Collected data entries
== Segment start ==
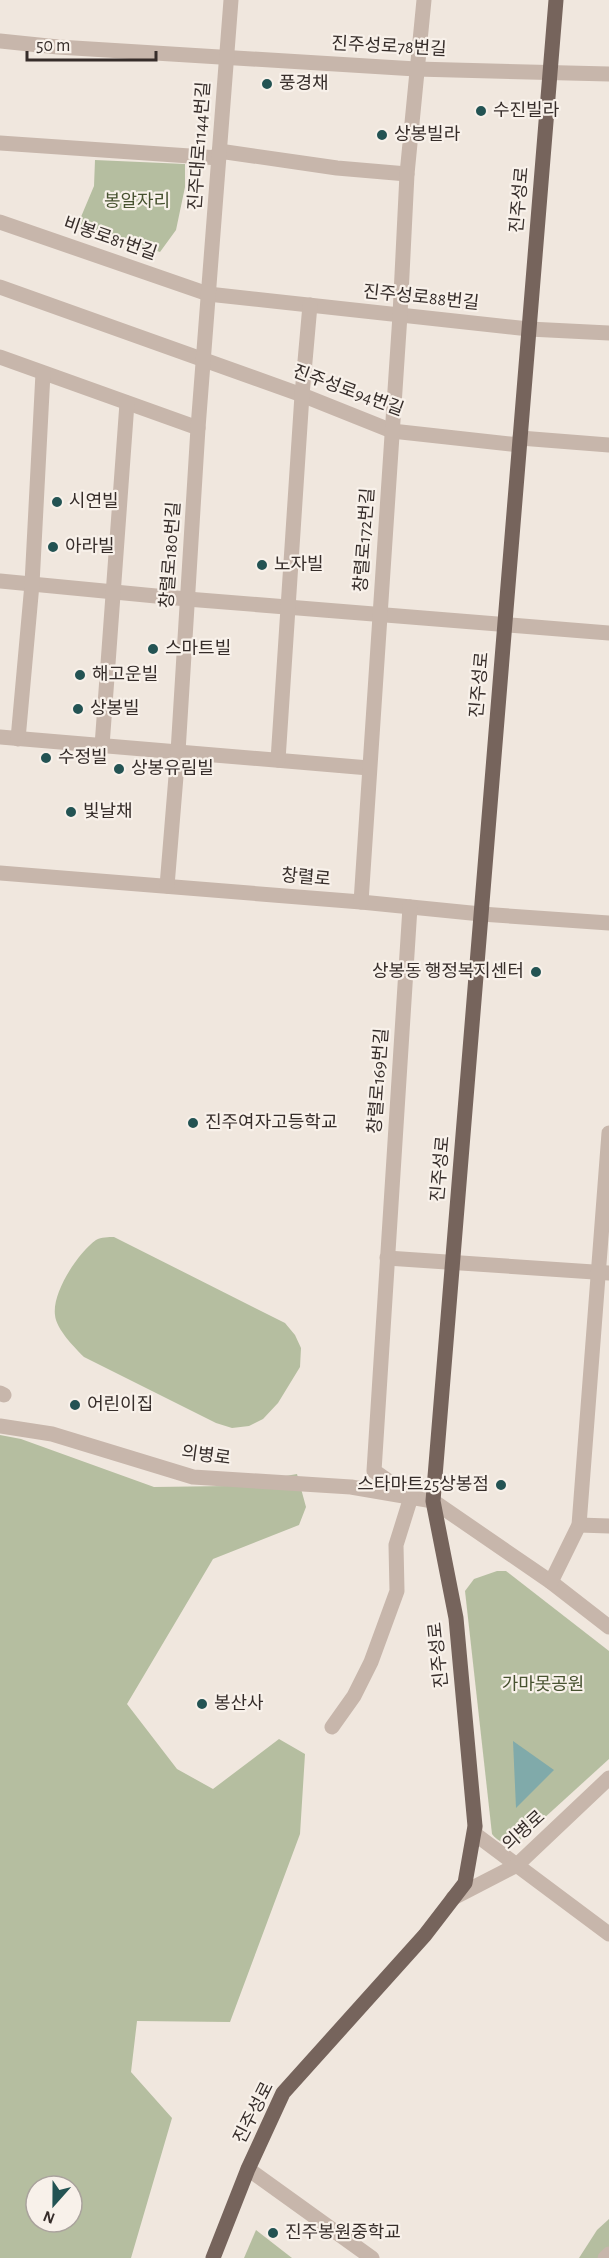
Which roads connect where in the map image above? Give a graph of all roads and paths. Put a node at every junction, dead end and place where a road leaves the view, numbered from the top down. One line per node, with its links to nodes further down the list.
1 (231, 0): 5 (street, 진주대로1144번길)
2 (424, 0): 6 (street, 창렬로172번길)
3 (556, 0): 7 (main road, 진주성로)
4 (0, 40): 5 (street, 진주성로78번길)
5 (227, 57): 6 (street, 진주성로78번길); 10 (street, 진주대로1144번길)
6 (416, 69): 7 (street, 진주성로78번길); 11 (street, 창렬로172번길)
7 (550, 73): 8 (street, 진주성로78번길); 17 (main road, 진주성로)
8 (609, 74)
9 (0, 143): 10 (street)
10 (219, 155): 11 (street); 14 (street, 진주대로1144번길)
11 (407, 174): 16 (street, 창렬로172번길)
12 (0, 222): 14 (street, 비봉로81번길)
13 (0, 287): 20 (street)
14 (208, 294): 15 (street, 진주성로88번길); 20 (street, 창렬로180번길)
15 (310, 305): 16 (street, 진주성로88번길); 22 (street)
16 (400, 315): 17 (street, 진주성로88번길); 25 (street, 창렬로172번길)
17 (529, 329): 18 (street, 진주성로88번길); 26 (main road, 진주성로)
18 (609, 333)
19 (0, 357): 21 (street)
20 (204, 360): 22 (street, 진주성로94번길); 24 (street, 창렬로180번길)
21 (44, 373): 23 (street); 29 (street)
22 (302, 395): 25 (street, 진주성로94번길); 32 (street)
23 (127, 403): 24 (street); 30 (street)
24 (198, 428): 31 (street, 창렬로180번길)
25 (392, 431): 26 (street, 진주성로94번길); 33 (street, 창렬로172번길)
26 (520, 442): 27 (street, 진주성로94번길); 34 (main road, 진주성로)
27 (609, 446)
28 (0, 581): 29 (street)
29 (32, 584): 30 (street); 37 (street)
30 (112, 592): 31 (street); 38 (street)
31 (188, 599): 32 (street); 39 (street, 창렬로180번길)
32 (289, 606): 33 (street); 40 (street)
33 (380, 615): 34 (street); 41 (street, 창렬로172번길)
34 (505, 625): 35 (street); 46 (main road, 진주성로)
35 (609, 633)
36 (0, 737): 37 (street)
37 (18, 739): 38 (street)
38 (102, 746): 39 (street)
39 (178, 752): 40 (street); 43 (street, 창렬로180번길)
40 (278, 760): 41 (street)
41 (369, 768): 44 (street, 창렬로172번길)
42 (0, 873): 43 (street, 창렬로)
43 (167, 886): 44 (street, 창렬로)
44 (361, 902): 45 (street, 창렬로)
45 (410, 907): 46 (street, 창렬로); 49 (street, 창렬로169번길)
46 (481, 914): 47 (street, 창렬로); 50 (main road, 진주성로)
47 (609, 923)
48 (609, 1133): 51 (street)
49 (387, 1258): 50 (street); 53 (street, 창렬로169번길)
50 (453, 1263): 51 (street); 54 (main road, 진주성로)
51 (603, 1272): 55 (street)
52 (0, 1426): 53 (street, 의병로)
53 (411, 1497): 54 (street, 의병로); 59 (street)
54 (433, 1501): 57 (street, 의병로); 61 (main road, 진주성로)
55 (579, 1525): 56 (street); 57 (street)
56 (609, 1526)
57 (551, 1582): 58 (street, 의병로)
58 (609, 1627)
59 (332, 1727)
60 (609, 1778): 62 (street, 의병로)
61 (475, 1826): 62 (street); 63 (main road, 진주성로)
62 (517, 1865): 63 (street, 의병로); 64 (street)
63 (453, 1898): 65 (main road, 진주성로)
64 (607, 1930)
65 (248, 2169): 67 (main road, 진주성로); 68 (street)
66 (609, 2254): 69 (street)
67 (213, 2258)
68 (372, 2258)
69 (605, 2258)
== Segment end ==
» Work order:
Keep the pictures out and transcribe the entries exactly.

» Result of the task:
Which roads connect where in the map image above? Give a graph of all roads and paths. Put a node at every junction, dead end and place where a road leaves the view, numbered from the top down. One line per node, with its links to nodes further down the list.
1 (231, 0): 5 (street, 진주대로1144번길)
2 (424, 0): 6 (street, 창렬로172번길)
3 (556, 0): 7 (main road, 진주성로)
4 (0, 40): 5 (street, 진주성로78번길)
5 (227, 57): 6 (street, 진주성로78번길); 10 (street, 진주대로1144번길)
6 (416, 69): 7 (street, 진주성로78번길); 11 (street, 창렬로172번길)
7 (550, 73): 8 (street, 진주성로78번길); 17 (main road, 진주성로)
8 (609, 74)
9 (0, 143): 10 (street)
10 (219, 155): 11 (street); 14 (street, 진주대로1144번길)
11 (407, 174): 16 (street, 창렬로172번길)
12 (0, 222): 14 (street, 비봉로81번길)
13 (0, 287): 20 (street)
14 (208, 294): 15 (street, 진주성로88번길); 20 (street, 창렬로180번길)
15 (310, 305): 16 (street, 진주성로88번길); 22 (street)
16 (400, 315): 17 (street, 진주성로88번길); 25 (street, 창렬로172번길)
17 (529, 329): 18 (street, 진주성로88번길); 26 (main road, 진주성로)
18 (609, 333)
19 (0, 357): 21 (street)
20 (204, 360): 22 (street, 진주성로94번길); 24 (street, 창렬로180번길)
21 (44, 373): 23 (street); 29 (street)
22 (302, 395): 25 (street, 진주성로94번길); 32 (street)
23 (127, 403): 24 (street); 30 (street)
24 (198, 428): 31 (street, 창렬로180번길)
25 (392, 431): 26 (street, 진주성로94번길); 33 (street, 창렬로172번길)
26 (520, 442): 27 (street, 진주성로94번길); 34 (main road, 진주성로)
27 (609, 446)
28 (0, 581): 29 (street)
29 (32, 584): 30 (street); 37 (street)
30 (112, 592): 31 (street); 38 (street)
31 (188, 599): 32 (street); 39 (street, 창렬로180번길)
32 (289, 606): 33 (street); 40 (street)
33 (380, 615): 34 (street); 41 (street, 창렬로172번길)
34 (505, 625): 35 (street); 46 (main road, 진주성로)
35 (609, 633)
36 (0, 737): 37 (street)
37 (18, 739): 38 (street)
38 (102, 746): 39 (street)
39 (178, 752): 40 (street); 43 (street, 창렬로180번길)
40 (278, 760): 41 (street)
41 (369, 768): 44 (street, 창렬로172번길)
42 (0, 873): 43 (street, 창렬로)
43 (167, 886): 44 (street, 창렬로)
44 (361, 902): 45 (street, 창렬로)
45 (410, 907): 46 (street, 창렬로); 49 (street, 창렬로169번길)
46 (481, 914): 47 (street, 창렬로); 50 (main road, 진주성로)
47 (609, 923)
48 (609, 1133): 51 (street)
49 (387, 1258): 50 (street); 53 (street, 창렬로169번길)
50 (453, 1263): 51 (street); 54 (main road, 진주성로)
51 (603, 1272): 55 (street)
52 (0, 1426): 53 (street, 의병로)
53 (411, 1497): 54 (street, 의병로); 59 (street)
54 (433, 1501): 57 (street, 의병로); 61 (main road, 진주성로)
55 (579, 1525): 56 (street); 57 (street)
56 (609, 1526)
57 (551, 1582): 58 (street, 의병로)
58 (609, 1627)
59 (332, 1727)
60 (609, 1778): 62 (street, 의병로)
61 (475, 1826): 62 (street); 63 (main road, 진주성로)
62 (517, 1865): 63 (street, 의병로); 64 (street)
63 (453, 1898): 65 (main road, 진주성로)
64 (607, 1930)
65 (248, 2169): 67 (main road, 진주성로); 68 (street)
66 (609, 2254): 69 (street)
67 (213, 2258)
68 (372, 2258)
69 (605, 2258)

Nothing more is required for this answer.